The evolution of collagen fiber orientation in engineered cardiovascular tissues visualized by diffusion tensor imaging

• Published in: PloS one Vol. 10; no. 5; p. e0127847
• Main Authors: Ghazanfari, Samaneh, Driessen-Mol, Anita, Strijkers, Gustav J, Baaijens, Frank P T, Bouten, Carlijn V C
• Format: Journal Article
• Language: English
• Published: United States Public Library of Science 27.05.2015; Public Library of Science (PLoS)

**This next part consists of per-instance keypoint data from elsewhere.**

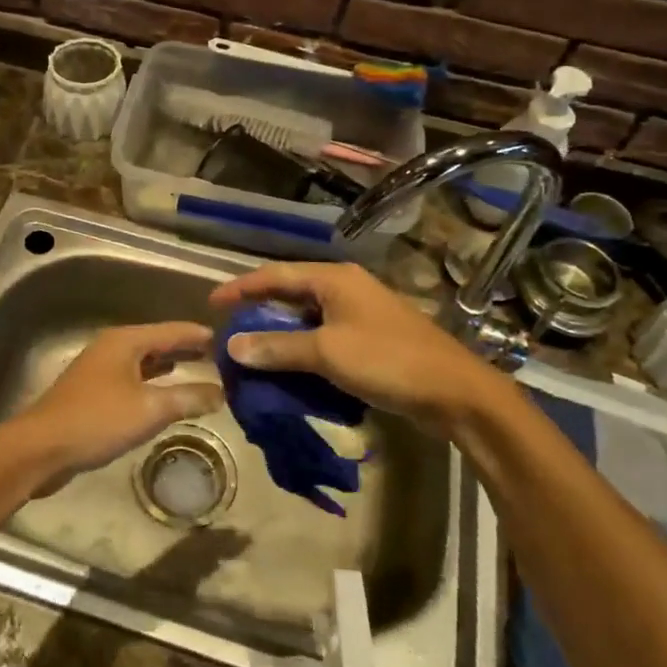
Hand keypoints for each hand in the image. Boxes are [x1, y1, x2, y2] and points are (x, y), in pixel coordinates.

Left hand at [5, 322, 222, 489]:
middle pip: (158, 342)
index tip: (230, 339)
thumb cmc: (97, 421)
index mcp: (126, 341)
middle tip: (221, 356)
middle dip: (187, 349)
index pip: (172, 330)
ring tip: (201, 370)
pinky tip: (166, 393)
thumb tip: (222, 392)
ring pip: (144, 361)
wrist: (41, 448)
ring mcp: (100, 369)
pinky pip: (133, 378)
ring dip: (171, 365)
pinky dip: (154, 381)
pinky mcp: (93, 392)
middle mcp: (113, 347)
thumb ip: (189, 398)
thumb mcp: (150, 410)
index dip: (200, 335)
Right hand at [209, 263, 521, 436]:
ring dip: (279, 333)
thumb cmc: (388, 361)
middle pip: (290, 293)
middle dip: (258, 311)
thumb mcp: (327, 353)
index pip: (275, 275)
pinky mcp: (369, 338)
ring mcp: (359, 313)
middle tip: (229, 330)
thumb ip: (278, 347)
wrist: (454, 392)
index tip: (211, 303)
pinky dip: (301, 349)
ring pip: (306, 317)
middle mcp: (344, 288)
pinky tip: (287, 367)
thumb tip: (233, 347)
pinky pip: (323, 337)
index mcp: (334, 279)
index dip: (241, 288)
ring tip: (250, 351)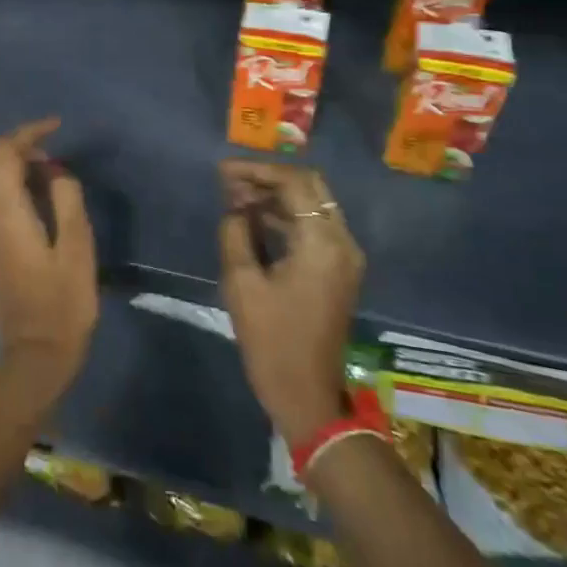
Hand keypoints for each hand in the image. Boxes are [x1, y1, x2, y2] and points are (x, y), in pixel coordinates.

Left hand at [0, 118, 97, 400]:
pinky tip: (38, 195)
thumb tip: (56, 171)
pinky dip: (7, 180)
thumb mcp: (77, 249)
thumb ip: (66, 200)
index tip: (57, 127)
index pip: (4, 152)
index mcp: (5, 211)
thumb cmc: (63, 304)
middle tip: (45, 150)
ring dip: (8, 161)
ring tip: (48, 171)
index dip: (28, 132)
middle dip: (9, 141)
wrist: (35, 355)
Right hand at [219, 161, 362, 445]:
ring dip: (276, 197)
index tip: (222, 171)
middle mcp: (342, 242)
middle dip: (268, 179)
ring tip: (234, 198)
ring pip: (312, 206)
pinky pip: (314, 228)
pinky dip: (286, 217)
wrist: (307, 395)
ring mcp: (345, 257)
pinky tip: (253, 220)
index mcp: (323, 243)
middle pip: (309, 188)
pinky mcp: (338, 271)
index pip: (294, 183)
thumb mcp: (242, 283)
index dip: (256, 171)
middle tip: (229, 182)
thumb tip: (236, 209)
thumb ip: (235, 234)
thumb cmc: (272, 341)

• Subjects: Anisotropy; Architecture; Biomechanics; Biomedical engineering; Cardiovascular System - diagnostic imaging; Carotid arteries; Cells, Cultured; Collagen; Collagen - ultrastructure; Confocal; Confocal microscopy; Diffusion; Diffusion rate; Diffusion Tensor Imaging - methods; Evolution; Extracellular matrix; Fiber orientation; Fibers; High aspect ratio; Humans; Imaging; Low aspect ratio; Magnetic resonance imaging; Mechanical properties; Methods; Microscopy; Microscopy, Confocal - methods; NMR; Nuclear magnetic resonance; Physiological aspects; Scanning microscopy; Tissue engineering; Tissue Engineering - methods; Ultrasonography; United States
• ISSN: 1932-6203; 1932-6203
• DOI: 10.1371/journal.pone.0127847

The collagen architecture is the major determinant of the function and mechanical behavior of cardiovascular tissues. In order to engineer a functional and load-bearing cardiovascular tissue with a structure that mimics the native tissue to meet in vivo mechanical demands, a complete understanding of the collagen orientation mechanism is required. Several methods have been used to visualize collagen architecture in tissue-engineered (TE) constructs, but they either have a limited imaging depth or have a complicated set up. In this study, Diffusion Tensor Imaging (DTI) is explored as a fast and reliable method to visualize collagen arrangement, and Confocal Laser Scanning Microscopy (CLSM) was used as a validation technique. Uniaxially constrained TE strips were cultured for 2 days, 10 days, 3 and 6 weeks to investigate the evolution of the collagen orientation with time. Moreover, a comparison of the collagen orientation in high and low aspect ratio (length/width) TE constructs was made with both methods. Both methods showed similar fiber orientation in TE constructs. Collagen fibers in the high aspect ratio samples were mostly aligned in the constrained direction, while the collagen fibers in low aspect ratio strips were mainly oriented in the oblique direction. The orientation changed to the oblique direction by extending culture time and could also be visualized. DTI captured the collagen orientation differences between low and high aspect ratio samples and with time. Therefore, it can be used as a fast, non-destructive and reliable tool to study the evolution of the collagen orientation in TE constructs.